Animal species display significant variation in personality traits among individuals, and two main coping styles have been identified and termed "proactive" and "reactive". Further, these coping styles appear to correlate directly with the strength of the physiological stress response exhibited by those individuals. In our study system, white laying hens are reactive, flighty, and exhibit large hormonal and behavioral responses to acute stress, while brown laying hens are proactive, exploratory, and exhibit low hormonal and behavioral responses to acute stress. The objective of the current study was to determine if personality type also corresponds to differences in multiple measures of stress when birds are subjected to a chronic stressor. We tested the responses of hens to chronic stress applied by providing feed according to an unpredictable schedule for 14 days, and measured corticosterone concentrations in circulation, expression of heat shock proteins (HSPs), molecules known to protect cells in response to stress, and the ratios of heterophils:lymphocytes in blood, two immune cells known to change in quantity in circulation during chronic stress. We predicted that white hens would show greater physiological responses to the chronic stress treatment.
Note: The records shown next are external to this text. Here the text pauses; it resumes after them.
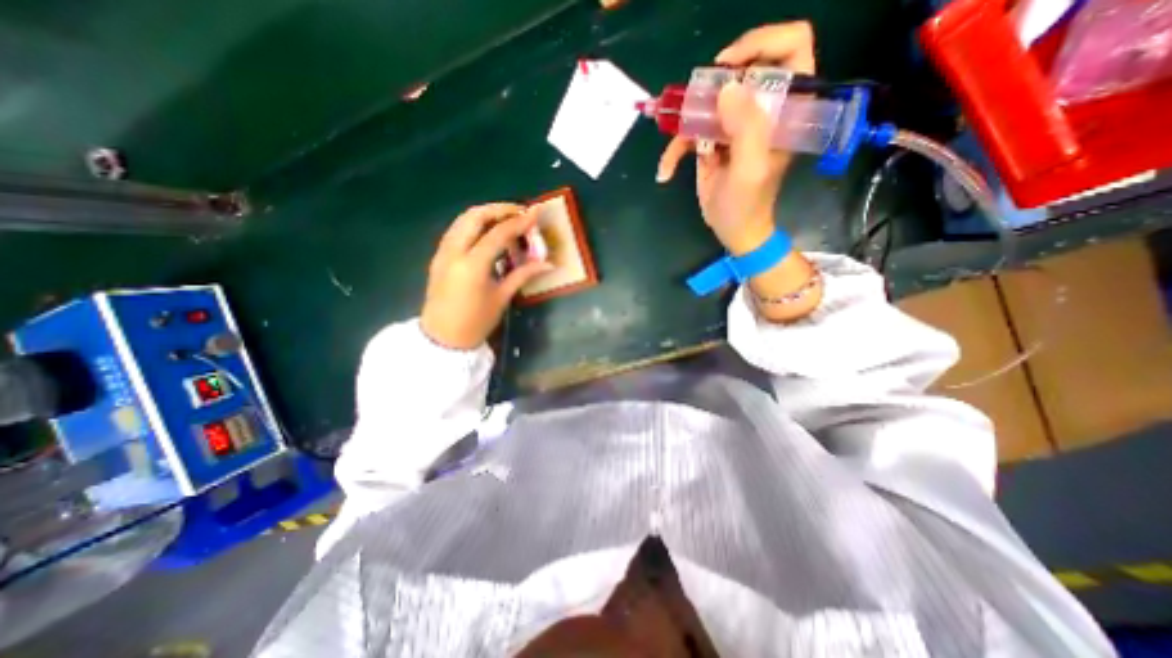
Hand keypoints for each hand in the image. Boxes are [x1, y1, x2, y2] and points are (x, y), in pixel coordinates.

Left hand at [420, 204, 553, 350]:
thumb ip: (523, 274)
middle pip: (475, 216)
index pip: (498, 233)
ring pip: (463, 220)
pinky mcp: (438, 256)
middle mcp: (454, 252)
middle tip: (520, 212)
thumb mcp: (502, 297)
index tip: (535, 213)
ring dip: (485, 214)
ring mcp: (442, 252)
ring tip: (506, 219)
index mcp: (473, 265)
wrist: (442, 338)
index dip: (519, 222)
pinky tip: (488, 233)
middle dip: (499, 209)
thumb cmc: (476, 322)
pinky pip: (456, 230)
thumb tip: (548, 263)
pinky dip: (474, 224)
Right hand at [658, 22, 817, 255]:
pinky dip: (673, 152)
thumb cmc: (748, 204)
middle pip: (739, 71)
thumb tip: (728, 87)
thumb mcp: (751, 168)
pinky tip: (666, 171)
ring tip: (672, 147)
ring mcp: (733, 126)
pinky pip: (689, 134)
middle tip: (693, 108)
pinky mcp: (712, 142)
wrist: (733, 230)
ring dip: (683, 123)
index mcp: (785, 109)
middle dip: (710, 87)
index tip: (729, 67)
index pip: (790, 48)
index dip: (762, 44)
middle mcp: (761, 110)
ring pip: (707, 103)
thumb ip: (746, 127)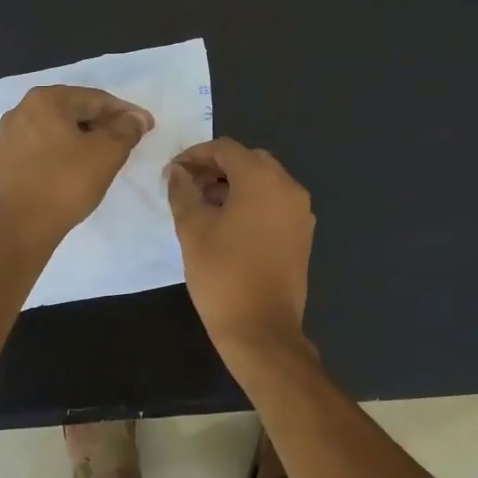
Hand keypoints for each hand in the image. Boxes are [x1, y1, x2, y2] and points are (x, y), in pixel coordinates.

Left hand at [0, 86, 152, 244]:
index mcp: (45, 100)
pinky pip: (36, 151)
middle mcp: (20, 111)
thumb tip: (136, 117)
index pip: (95, 99)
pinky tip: (67, 171)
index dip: (125, 112)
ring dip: (78, 139)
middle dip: (101, 124)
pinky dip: (56, 155)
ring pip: (52, 131)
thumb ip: (126, 129)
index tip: (146, 125)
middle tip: (125, 140)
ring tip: (99, 157)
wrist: (18, 229)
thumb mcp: (107, 153)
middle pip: (72, 111)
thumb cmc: (66, 184)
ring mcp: (5, 138)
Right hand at [165, 138, 314, 351]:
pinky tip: (230, 225)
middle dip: (216, 168)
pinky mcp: (303, 233)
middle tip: (188, 187)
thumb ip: (182, 191)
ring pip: (264, 181)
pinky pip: (276, 203)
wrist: (262, 329)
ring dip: (235, 185)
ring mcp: (300, 211)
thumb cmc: (222, 275)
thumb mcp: (192, 229)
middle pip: (249, 160)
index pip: (225, 149)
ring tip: (205, 207)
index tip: (173, 172)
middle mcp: (288, 187)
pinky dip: (253, 202)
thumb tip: (176, 172)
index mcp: (262, 179)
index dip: (195, 155)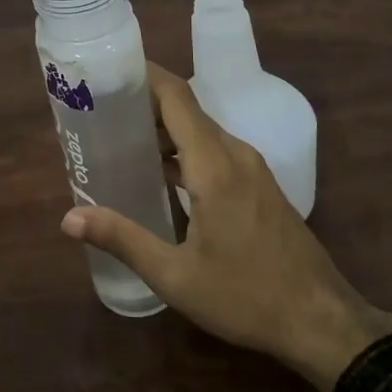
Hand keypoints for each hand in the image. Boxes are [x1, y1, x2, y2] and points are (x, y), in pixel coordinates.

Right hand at [61, 63, 391, 391]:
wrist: (323, 322)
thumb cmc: (247, 296)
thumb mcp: (176, 276)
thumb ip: (123, 240)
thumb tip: (69, 218)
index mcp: (214, 164)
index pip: (176, 97)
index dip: (144, 75)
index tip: (107, 69)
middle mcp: (234, 154)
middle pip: (185, 109)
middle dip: (143, 102)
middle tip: (98, 109)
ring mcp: (251, 168)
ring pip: (201, 131)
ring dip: (163, 129)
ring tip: (119, 137)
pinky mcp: (259, 185)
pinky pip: (214, 150)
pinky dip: (183, 149)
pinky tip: (159, 172)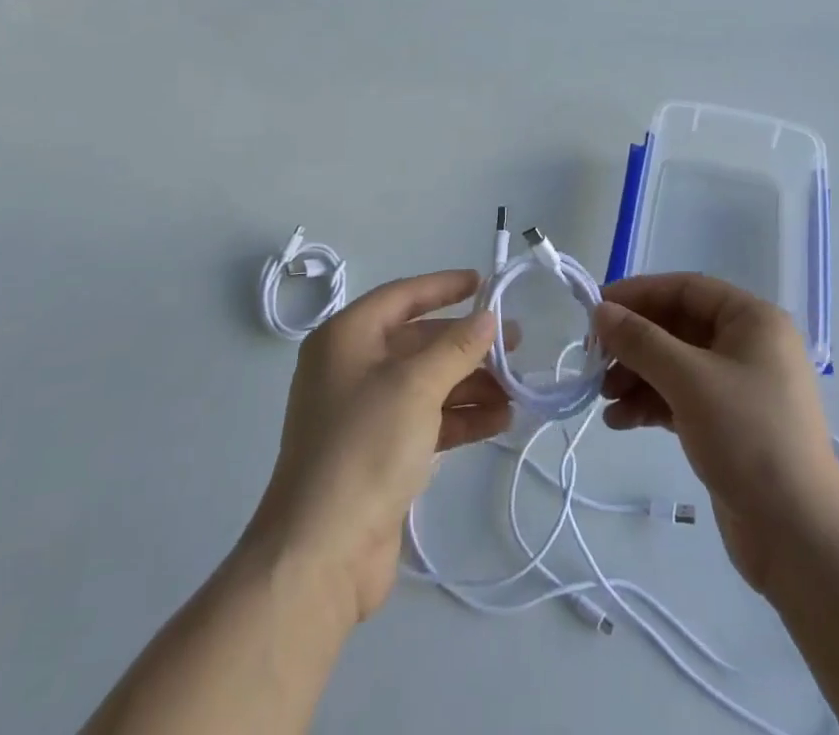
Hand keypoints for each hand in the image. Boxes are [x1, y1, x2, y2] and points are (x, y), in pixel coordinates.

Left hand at [243, 271, 505, 626]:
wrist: (321, 555)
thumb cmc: (364, 447)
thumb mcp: (416, 386)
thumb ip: (457, 347)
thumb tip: (488, 318)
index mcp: (347, 338)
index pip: (402, 296)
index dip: (443, 287)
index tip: (484, 283)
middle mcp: (352, 368)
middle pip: (419, 342)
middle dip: (468, 344)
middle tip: (516, 345)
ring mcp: (365, 413)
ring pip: (428, 383)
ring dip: (472, 384)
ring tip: (518, 389)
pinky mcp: (380, 452)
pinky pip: (428, 419)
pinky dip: (461, 417)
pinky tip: (501, 420)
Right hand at [593, 273, 838, 595]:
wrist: (801, 538)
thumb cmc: (749, 437)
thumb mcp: (689, 380)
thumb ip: (640, 341)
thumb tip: (600, 311)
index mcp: (753, 320)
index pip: (686, 289)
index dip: (639, 294)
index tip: (596, 310)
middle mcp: (749, 345)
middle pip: (678, 327)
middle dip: (634, 343)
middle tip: (593, 359)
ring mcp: (740, 387)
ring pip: (676, 365)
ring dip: (636, 376)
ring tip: (603, 397)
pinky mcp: (730, 425)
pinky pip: (682, 398)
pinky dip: (651, 404)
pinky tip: (620, 420)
Plasma corticosterone levels significantly increased after 7 days of treatment and returned to baseline levels on day 14, but did not differ significantly between strains. H:L ratios, on the other hand, were significantly elevated by day 7 of treatment, and increased significantly more in brown hens than white. HSP70 and HSP90 expression levels were significantly higher after stress began in white hens than brown. Our results showed that brown hens were more reactive in one response (H:L ratios) while white hens were more reactive in another (HSP expression). These different reactions to the same stressor may represent different strategies for dealing with the same stressor.